We’ve got a couple of things happening. Regulations are going to make efficiencies improve over the next ten years. That’s a done deal. As we crush the older, worn out, less efficient cars of the 2000s and earlier they will be replaced with more efficient models. We’ll cut demand as long as we don’t more than double miles driven.
Then we’re seeing something happening with younger should-be drivers. They aren’t driving as much. Youngsters are taking much longer to get their licenses and are not buying cars like previous generations have done. It may be a function of the recession but it seems to be a cultural shift.
As boomers retire we may see their driving increase for a while. They’ll take that trip to Yellowstone/wherever that they always wanted to take. And they finish those trips and age into driving a lot less. Another limited time bulge.
As we pack more people into cities, imrove public transportation and put more people into electrics oil demand will drop.
Best to not be overly concerned about short term moves in the data. Look at the longer trends. My take is that oil demand will be down a lot over the next 15 years. And from 2030 to 2050 we will largely replace oil for transportation.
OK, want to see a graph of fuel consumption?
Gas down, diesel up a bit.
http://www.eia.gov/todayinenergy/detail.cfm?id=16871
From 2012 to 2013 there was a small increase in fuel consumption, 2.5%. That’s expected to hold flat for 2014.
http://www.eia.gov/forecasts/steo/report/us_oil.cfm
Rising CAFE standards will work against those manly trucks increasing fuel consumption. Many of the cars and trucks heading to the crusher are going to be 15+ years old and inefficient. Each year going forward our new vehicles will be required to be more efficient. We’re doubling CAFE requirements over the coming decade. (54.5 MPG by 2025.)
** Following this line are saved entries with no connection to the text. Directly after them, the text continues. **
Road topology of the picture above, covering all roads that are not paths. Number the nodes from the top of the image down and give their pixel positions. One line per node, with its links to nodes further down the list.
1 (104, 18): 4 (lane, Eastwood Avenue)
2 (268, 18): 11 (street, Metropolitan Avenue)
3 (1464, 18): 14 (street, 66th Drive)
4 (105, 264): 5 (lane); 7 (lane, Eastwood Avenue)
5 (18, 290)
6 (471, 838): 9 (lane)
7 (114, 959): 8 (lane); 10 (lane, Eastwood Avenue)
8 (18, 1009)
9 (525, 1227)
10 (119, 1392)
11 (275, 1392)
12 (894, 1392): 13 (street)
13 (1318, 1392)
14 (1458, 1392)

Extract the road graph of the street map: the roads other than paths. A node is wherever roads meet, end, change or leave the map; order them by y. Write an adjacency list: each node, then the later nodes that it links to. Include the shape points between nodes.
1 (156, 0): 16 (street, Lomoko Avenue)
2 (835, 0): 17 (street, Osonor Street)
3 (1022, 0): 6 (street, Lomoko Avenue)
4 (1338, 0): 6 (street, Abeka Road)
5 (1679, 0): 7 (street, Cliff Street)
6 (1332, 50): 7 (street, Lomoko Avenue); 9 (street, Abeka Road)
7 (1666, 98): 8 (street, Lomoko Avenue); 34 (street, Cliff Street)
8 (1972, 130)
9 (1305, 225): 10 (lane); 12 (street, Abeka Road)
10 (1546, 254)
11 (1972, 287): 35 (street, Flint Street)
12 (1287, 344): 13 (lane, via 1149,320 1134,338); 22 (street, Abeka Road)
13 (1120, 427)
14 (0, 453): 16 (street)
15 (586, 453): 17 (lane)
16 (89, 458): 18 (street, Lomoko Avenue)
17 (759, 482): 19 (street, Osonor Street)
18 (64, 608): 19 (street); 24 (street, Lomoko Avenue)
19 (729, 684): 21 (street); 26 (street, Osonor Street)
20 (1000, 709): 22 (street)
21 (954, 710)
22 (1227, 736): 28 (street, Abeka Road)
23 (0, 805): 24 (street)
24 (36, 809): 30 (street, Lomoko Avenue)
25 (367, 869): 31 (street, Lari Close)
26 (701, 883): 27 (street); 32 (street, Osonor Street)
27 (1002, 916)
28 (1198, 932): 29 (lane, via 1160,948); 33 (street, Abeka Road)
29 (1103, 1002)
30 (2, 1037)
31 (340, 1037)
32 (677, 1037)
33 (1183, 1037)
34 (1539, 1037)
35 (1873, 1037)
Perhaps you’re not old enough to recall how CAFE standards caused manufacturers to heavily discount their economy models in order to meet fleet average limits. It was commonly believed that companies such as GM were selling their most efficient models for no profit or even taking a loss in order to be able to average in larger numbers of efficient vehicles.
I’m thinking that EVs are going to get some extra pushing if demand for pickups and SUVs stay high. (But I’m also suspecting this is a short term spike in less efficient vehicle sales caused by what is likely to be a short term large price of fuel decrease.)
Airplane fuel use is down.
“Between 1980 and 2000, jet consumption grew at a compound annual rate of 3.6 percent. If fuel demand had continued to grow at the same rate, it would now stand at just over 1 billion barrels per year rather than 516 million.
Instead, consumption has been basically flat or falling for the last 13 years, though it showed signs of stabilising in 2013.
Crucially, the downturn appears to be mostly structural rather than cyclical. Consumption remained flat or continued to fall even as the economy recovered from the post-9/11 and 2008 recessions.”
http://uk.reuters.com/article/2014/02/06/aviation-jetfuel-idUKL5N0LB18120140206
I really like the no tailpipe emissions, had an cordless lawnmower for two years now, it is really quiet and has enough power to do my whole lawn.
Remember… the automobile in general had a 100 year prior false-start.
The steam car predates the gasoline internal combustion engine car by 100 years.
And Internal Combustion engines are to Steam boilers, as Lithium Ion batteries are to Lead Acid.
If we’re serious about climate change, the gas mobiles have got to go.